Muscle biopsies were obtained from seven healthy subjects and 29 myositis patients, who were subdivided into groups based on the morphological evidence of inflammation and/or sarcolemmal immunoreactivity for MHC-I. Biopsies were analyzed by means of immunohistochemistry and western blot using anti-Grp94, anti-calreticulin and anti-Grp75 specific antibodies. Parallel analyses on these ER chaperones were conducted in rabbit and/or murine skeletal muscle after experimental induction of regeneration or systemic inflammation.
Upregulation of Grp94 characterized regenerating myofibers of myositis patients (P = 0.03, compared with values detected in biopsies without signs of muscle regeneration) and developing and regenerating myofibers of mouse muscles. Conversely, levels of calreticulin and Grp75 increased about fourfold and twofold, respectively, in patient biopsies positive for sarcolemmal MHC-I immunoreactivity, compared with healthy subjects and patients negative for both inflammation and MHC-I labeling (P < 0.005). Differently from calreticulin, the Grp75 level increased significantly also in patient biopsies that displayed occasional sarcolemmal MHC-I immunoreactivity (P = 0.002), suggesting the interference of other mechanisms. Experimental systemic inflammation achieved in mice and rabbits by a single injection of bacterial lipopolysaccharide significantly increased Grp75 and calreticulin but not MHC-I expression in muscles.

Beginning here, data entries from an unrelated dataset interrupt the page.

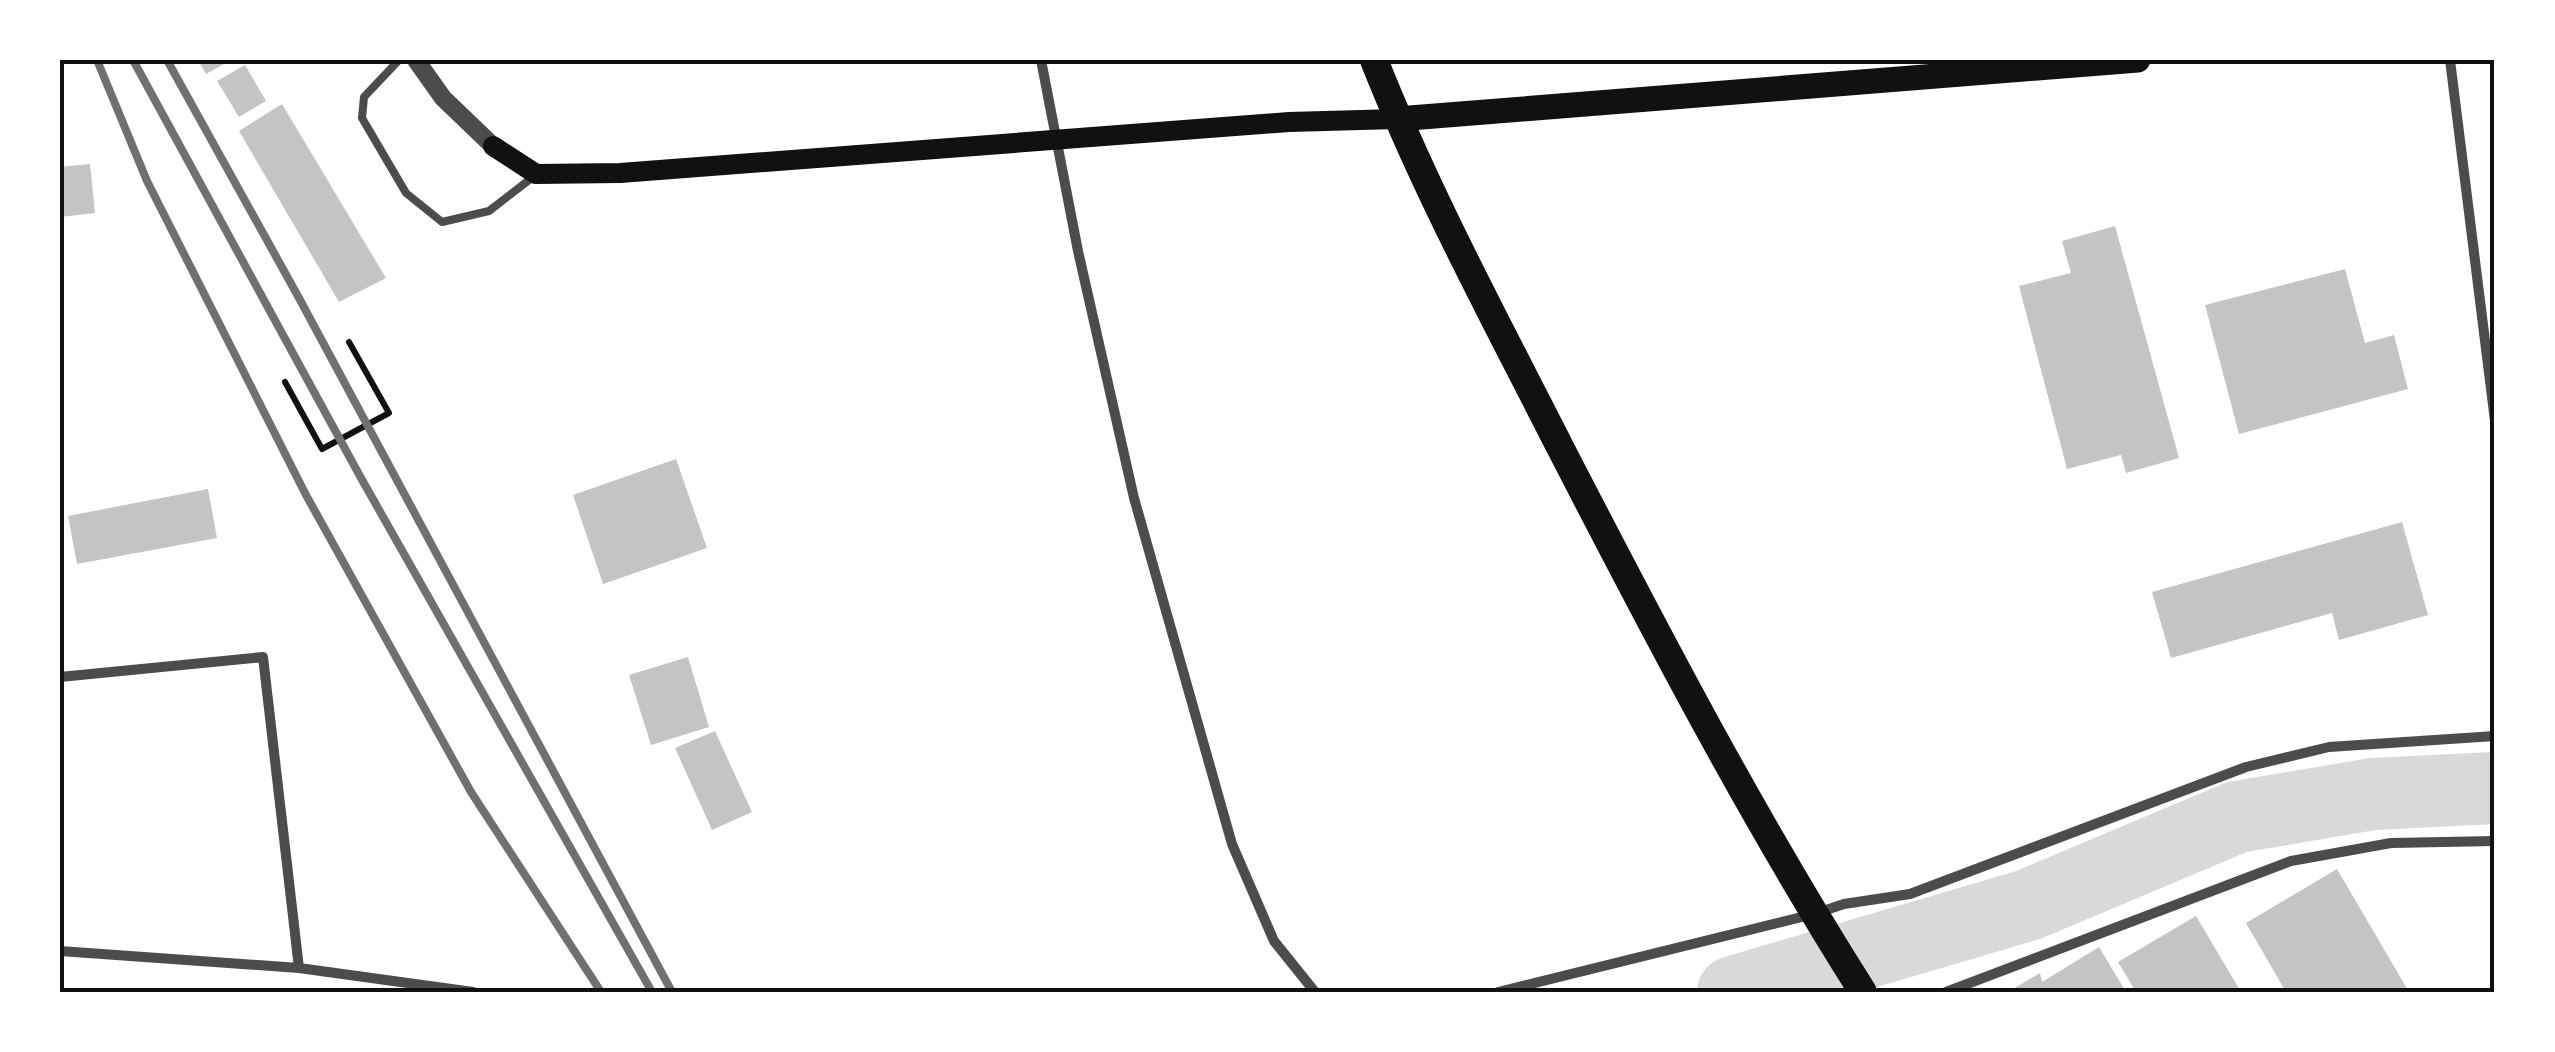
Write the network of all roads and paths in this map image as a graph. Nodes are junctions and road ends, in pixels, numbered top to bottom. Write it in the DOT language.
graph roads {
  1 [pos="399,60"];
  2 [pos="416,60"];
  3 [pos="1041,60"];
  4 [pos="1374,60"];
  5 [pos="2138,60"];
  6 [pos="2450,60"];
  7 [pos="2068,62"];
  8 [pos="1397,119"];
  9 [pos="1059,141"];
  10 [pos="493,146"];
  11 [pos="536,174"];
  12 [pos="350,342"];
  13 [pos="284,382"];
  14 [pos="2495,421"];
  15 [pos="60,678"];
  16 [pos="2495,736"];
  17 [pos="2495,841"];
  18 [pos="1817,920"];
  19 [pos="60,951"];
  20 [pos="299,968"];
  21 [pos="473,992"];
  22 [pos="1315,992"];
  23 [pos="1498,992"];
  24 [pos="1862,992"];
  25 [pos="1946,992"];
  1 -- 11 [label="lane"];
  2 -- 10 [label="street"];
  3 -- 9 [label="street"];
  4 -- 8 [label="highway"];
  5 -- 7 [label="main road"];
  6 -- 14 [label="street"];
  7 -- 8 [label="main road"];
  8 -- 9 [label="main road"];
  8 -- 18 [label="highway"];
  9 -- 11 [label="main road"];
  9 -- 22 [label="street"];
  10 -- 11 [label="main road"];
  12 -- 13 [label="path"];
  15 -- 20 [label="street"];
  16 -- 18 [label="street"];
  17 -- 25 [label="street"];
  18 -- 23 [label="street"];
  18 -- 24 [label="highway"];
  19 -- 20 [label="street"];
  20 -- 21 [label="street"];
}
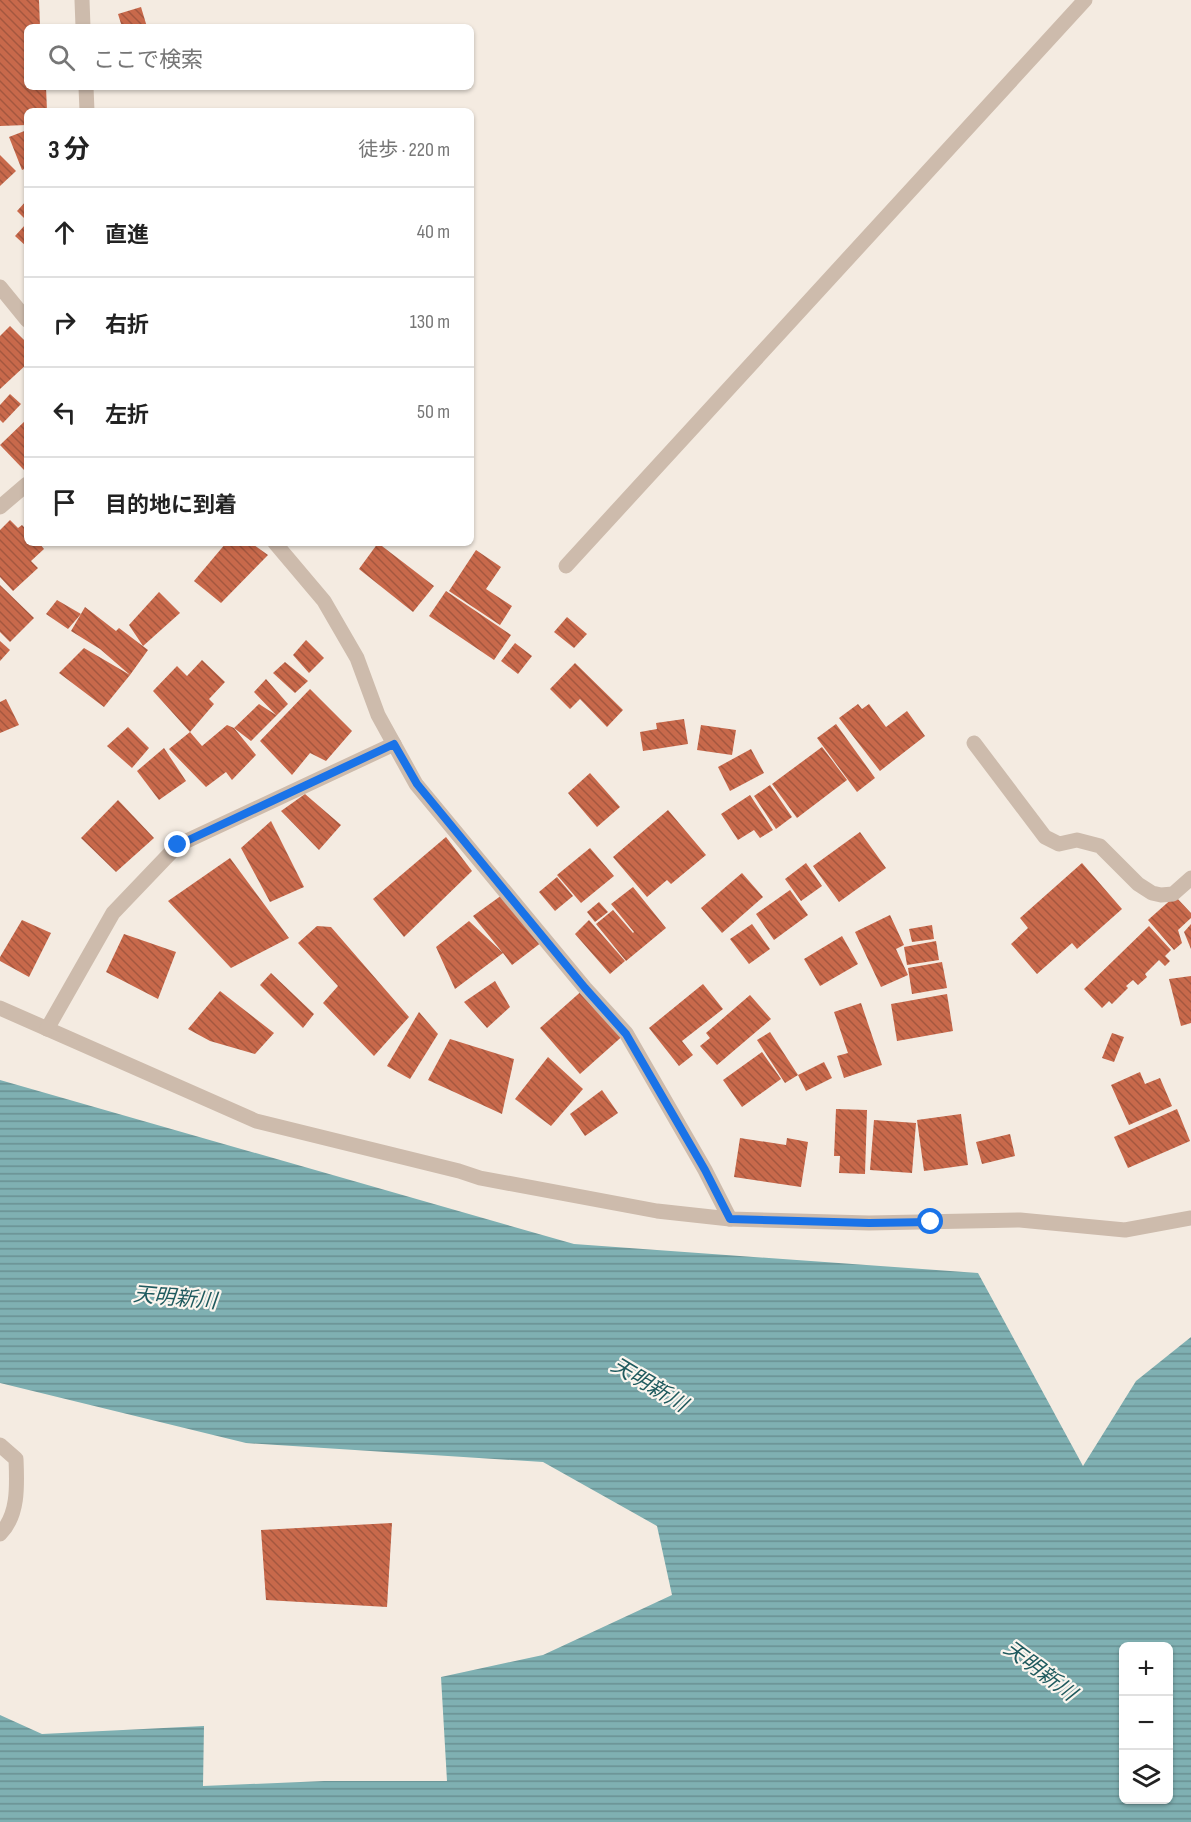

These results indicate that, in myositis patients, muscle regeneration and inflammation, in addition to MHC-I upregulation, do evoke an ER stress-response characterized by the increased expression of Grp94 and Grp75, respectively. The increase in the muscle Grp75 level in patients showing occasional immunoreactivity for sarcolemmal MHC-I might be considered further as a broader indicator of idiopathic inflammatory myopathy.